Is Intuz better than Scopic?

Intuz (3.9/5) scores higher overall, but "better" depends on your use case. Intuz is better for small and mid-size businesses needing custom AI/ML solutions from a US-based firm with accessible fixed-price discovery and 1,700+ project experience. Scopic is better for organizations needing fully custom ML engineering with 20+ years of distributed team experience and strong computer vision and deep learning capability.

How do Intuz and Scopic differ in pricing?

Intuz uses fixed project, t&m, dedicated team pricing with a minimum engagement of $20K. Scopic uses fixed project, t&m, dedicated team pricing with a minimum engagement of $20K. Neither firm publishes a full rate card; a discovery call is required for project-specific quotes.

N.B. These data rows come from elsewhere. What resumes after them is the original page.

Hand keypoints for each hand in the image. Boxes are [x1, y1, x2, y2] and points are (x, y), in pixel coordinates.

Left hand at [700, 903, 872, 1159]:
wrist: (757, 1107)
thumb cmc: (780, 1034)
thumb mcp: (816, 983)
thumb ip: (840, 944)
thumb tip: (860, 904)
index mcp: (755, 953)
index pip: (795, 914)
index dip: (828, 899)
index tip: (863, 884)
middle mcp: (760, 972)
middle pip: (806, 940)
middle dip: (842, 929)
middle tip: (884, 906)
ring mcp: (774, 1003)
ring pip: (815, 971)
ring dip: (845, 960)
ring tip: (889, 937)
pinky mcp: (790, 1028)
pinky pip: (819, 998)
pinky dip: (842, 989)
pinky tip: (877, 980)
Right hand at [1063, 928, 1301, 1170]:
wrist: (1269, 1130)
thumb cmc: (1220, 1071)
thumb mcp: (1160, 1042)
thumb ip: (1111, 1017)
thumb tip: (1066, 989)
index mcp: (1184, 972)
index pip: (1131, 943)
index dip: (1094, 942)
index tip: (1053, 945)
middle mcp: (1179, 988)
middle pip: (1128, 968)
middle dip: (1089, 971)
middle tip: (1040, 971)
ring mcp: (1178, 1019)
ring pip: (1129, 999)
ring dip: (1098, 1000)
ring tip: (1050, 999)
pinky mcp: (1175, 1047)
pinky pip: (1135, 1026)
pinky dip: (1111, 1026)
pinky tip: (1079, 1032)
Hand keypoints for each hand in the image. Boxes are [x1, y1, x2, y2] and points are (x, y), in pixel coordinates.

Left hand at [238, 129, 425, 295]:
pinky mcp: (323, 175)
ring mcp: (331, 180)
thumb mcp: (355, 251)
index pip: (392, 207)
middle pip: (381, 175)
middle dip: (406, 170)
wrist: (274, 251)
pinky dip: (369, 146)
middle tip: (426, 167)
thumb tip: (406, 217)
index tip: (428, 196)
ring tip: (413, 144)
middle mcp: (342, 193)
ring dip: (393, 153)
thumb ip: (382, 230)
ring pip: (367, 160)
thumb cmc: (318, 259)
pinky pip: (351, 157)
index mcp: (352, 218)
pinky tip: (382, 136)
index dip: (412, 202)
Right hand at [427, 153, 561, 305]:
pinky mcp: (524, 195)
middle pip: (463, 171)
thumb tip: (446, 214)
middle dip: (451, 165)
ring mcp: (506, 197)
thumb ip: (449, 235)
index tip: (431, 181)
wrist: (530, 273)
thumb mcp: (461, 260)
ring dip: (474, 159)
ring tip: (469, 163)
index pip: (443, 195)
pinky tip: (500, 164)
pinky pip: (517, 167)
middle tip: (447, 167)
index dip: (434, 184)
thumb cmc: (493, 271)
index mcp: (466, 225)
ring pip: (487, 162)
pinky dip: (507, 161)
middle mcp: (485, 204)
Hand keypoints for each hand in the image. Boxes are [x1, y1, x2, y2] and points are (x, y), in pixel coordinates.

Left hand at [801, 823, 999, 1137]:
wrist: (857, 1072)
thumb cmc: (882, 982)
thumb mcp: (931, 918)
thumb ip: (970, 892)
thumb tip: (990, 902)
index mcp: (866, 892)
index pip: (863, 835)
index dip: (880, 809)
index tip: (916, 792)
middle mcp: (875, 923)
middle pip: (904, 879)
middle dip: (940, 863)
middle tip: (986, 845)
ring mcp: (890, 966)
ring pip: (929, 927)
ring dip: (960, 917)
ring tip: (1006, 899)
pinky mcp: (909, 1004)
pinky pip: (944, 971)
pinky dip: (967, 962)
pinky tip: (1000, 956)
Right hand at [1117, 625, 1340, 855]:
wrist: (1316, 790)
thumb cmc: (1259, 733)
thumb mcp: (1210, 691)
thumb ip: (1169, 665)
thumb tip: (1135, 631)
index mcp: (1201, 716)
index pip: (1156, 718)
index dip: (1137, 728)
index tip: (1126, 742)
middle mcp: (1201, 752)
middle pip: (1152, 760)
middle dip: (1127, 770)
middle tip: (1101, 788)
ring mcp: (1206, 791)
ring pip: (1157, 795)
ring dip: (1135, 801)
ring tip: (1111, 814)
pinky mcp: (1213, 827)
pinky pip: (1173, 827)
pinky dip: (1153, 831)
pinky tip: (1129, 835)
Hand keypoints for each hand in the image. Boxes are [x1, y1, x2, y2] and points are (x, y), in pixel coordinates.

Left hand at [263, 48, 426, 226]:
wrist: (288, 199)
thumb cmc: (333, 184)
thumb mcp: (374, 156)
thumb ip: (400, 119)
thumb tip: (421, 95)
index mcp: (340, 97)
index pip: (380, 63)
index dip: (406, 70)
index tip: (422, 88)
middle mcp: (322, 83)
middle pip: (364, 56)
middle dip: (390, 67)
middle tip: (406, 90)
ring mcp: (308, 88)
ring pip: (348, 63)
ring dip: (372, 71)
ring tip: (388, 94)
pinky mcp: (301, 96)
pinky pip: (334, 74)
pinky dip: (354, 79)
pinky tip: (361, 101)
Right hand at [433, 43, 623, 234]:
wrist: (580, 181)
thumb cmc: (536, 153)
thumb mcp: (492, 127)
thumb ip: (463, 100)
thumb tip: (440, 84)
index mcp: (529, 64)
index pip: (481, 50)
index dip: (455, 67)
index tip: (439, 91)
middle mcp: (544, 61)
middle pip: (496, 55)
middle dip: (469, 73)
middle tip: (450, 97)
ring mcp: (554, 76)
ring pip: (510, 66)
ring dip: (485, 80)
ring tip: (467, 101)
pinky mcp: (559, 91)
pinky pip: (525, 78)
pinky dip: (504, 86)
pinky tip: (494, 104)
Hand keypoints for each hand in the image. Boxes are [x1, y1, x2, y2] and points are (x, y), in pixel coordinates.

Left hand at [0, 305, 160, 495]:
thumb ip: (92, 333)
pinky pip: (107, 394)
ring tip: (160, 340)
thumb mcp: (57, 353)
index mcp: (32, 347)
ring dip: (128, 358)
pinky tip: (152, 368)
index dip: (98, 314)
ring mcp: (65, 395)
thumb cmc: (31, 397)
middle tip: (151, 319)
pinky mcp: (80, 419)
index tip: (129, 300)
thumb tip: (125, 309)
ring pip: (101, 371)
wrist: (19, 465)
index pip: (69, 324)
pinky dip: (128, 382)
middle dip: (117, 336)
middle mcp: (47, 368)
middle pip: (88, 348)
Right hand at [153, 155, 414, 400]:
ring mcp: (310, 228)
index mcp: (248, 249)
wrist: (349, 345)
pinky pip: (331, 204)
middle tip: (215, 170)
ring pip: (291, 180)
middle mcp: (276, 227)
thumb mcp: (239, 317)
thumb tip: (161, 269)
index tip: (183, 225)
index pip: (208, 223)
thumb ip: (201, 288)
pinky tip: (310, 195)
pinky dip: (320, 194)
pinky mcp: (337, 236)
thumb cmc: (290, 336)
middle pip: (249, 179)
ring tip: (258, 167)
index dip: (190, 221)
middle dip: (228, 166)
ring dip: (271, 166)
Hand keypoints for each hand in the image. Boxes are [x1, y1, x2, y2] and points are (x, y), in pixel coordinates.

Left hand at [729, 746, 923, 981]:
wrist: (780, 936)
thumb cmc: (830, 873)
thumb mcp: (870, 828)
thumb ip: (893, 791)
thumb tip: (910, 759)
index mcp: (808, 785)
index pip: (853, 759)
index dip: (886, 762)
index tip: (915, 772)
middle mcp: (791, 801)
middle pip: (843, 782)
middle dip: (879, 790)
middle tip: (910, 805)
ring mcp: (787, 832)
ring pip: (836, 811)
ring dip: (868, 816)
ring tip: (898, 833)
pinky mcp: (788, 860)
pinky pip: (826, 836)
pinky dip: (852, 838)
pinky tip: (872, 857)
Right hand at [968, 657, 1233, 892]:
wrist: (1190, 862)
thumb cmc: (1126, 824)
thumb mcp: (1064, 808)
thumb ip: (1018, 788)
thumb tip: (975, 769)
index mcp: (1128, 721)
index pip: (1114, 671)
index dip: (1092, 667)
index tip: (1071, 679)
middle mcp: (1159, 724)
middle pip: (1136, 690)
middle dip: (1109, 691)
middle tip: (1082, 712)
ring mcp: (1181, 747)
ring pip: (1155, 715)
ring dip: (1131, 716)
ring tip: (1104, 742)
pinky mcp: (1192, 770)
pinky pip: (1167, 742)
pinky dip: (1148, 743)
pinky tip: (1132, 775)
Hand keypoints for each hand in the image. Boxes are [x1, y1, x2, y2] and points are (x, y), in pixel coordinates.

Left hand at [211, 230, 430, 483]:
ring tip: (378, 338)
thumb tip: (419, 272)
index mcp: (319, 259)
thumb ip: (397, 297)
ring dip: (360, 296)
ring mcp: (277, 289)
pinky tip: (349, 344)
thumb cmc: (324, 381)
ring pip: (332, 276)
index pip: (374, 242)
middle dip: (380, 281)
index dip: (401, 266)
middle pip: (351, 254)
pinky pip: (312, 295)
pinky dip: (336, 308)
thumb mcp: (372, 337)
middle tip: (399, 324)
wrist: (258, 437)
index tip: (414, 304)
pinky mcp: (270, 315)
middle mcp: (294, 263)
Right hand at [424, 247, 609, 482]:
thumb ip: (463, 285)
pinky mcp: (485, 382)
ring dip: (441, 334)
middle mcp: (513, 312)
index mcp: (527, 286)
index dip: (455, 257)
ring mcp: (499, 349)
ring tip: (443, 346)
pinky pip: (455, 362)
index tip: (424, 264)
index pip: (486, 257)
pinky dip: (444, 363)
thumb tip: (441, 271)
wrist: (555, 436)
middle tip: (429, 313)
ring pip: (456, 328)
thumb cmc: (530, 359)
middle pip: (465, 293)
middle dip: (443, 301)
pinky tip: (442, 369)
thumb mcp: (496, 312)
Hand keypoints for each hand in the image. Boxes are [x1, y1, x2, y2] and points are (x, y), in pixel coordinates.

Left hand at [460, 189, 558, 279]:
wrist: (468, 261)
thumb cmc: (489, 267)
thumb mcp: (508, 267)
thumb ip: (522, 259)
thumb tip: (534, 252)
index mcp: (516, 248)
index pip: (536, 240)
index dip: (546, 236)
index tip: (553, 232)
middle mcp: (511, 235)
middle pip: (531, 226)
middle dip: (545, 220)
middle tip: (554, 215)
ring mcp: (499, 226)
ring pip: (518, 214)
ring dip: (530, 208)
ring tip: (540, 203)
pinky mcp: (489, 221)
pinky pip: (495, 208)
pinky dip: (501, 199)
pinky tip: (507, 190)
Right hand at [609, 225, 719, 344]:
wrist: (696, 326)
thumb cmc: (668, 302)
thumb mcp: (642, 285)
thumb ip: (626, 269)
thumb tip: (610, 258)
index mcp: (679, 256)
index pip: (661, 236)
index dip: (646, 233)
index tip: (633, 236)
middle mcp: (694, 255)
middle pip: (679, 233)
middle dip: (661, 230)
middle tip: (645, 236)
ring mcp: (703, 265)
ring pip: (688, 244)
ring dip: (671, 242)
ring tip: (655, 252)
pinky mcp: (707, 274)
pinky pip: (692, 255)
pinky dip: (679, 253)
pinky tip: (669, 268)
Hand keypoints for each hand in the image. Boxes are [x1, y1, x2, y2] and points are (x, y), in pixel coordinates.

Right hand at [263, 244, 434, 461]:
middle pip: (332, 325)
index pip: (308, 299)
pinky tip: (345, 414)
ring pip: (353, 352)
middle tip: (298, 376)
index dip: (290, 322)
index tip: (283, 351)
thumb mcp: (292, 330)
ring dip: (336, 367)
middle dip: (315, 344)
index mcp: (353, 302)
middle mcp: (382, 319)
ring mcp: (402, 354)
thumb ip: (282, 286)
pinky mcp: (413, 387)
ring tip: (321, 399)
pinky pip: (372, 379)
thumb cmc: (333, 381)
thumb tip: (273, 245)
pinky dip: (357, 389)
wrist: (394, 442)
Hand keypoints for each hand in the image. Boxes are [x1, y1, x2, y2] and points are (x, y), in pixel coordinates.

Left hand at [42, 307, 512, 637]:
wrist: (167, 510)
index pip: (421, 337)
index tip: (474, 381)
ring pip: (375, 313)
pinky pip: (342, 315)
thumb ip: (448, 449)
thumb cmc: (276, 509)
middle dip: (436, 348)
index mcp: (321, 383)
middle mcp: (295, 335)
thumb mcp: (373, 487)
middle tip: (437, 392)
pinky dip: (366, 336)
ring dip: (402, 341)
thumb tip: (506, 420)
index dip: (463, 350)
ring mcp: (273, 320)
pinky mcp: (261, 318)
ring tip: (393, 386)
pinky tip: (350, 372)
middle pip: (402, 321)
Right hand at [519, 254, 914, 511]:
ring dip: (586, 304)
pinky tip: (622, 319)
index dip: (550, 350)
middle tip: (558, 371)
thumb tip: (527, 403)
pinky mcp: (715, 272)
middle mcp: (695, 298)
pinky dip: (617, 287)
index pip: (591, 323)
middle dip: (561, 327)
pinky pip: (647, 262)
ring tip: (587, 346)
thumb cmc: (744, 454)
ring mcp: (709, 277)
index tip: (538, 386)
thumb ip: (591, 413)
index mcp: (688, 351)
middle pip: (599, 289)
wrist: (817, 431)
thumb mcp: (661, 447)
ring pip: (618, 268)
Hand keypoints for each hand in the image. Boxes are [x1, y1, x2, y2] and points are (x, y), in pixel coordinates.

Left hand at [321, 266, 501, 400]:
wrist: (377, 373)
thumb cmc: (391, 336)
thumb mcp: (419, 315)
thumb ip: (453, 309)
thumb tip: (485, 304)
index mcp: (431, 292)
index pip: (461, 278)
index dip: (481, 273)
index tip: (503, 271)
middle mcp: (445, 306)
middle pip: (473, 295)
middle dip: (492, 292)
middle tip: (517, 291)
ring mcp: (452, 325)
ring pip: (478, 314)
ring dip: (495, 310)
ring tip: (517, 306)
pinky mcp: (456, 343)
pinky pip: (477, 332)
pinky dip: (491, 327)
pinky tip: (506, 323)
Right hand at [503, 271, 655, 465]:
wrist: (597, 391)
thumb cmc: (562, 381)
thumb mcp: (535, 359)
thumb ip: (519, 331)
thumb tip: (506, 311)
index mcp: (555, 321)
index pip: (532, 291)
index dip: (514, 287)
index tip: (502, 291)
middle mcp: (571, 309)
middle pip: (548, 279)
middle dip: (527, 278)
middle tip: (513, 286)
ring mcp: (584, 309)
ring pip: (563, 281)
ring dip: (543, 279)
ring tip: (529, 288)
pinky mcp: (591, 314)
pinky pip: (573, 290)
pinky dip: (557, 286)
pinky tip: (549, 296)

Which is better for enterprise: Intuz or Scopic?

Scopic is the larger team and typically the better enterprise-scale choice. For very large programmes, verify team size and compliance coverage directly with each company before shortlisting.

What are the main differences between Intuz and Scopic?

Intuz's primary differentiator is: 1,700+ project track record with a discovery-first engagement model making enterprise-grade ml accessible to smbs through risk-reduced fixed-price poc phases. Scopic's primary differentiator is: 20+ years as a distributed software company gives scopic strong custom ml engineering discipline with confirmed production deployments across transportation and healthcare. They also differ in team size (200–500 vs 250–500), minimum engagement ($20K vs $20K), and primary industries served (healthcare, fintech vs transportation, healthcare).

Last reviewed: July 2026. Verify all details directly with each company before making a decision.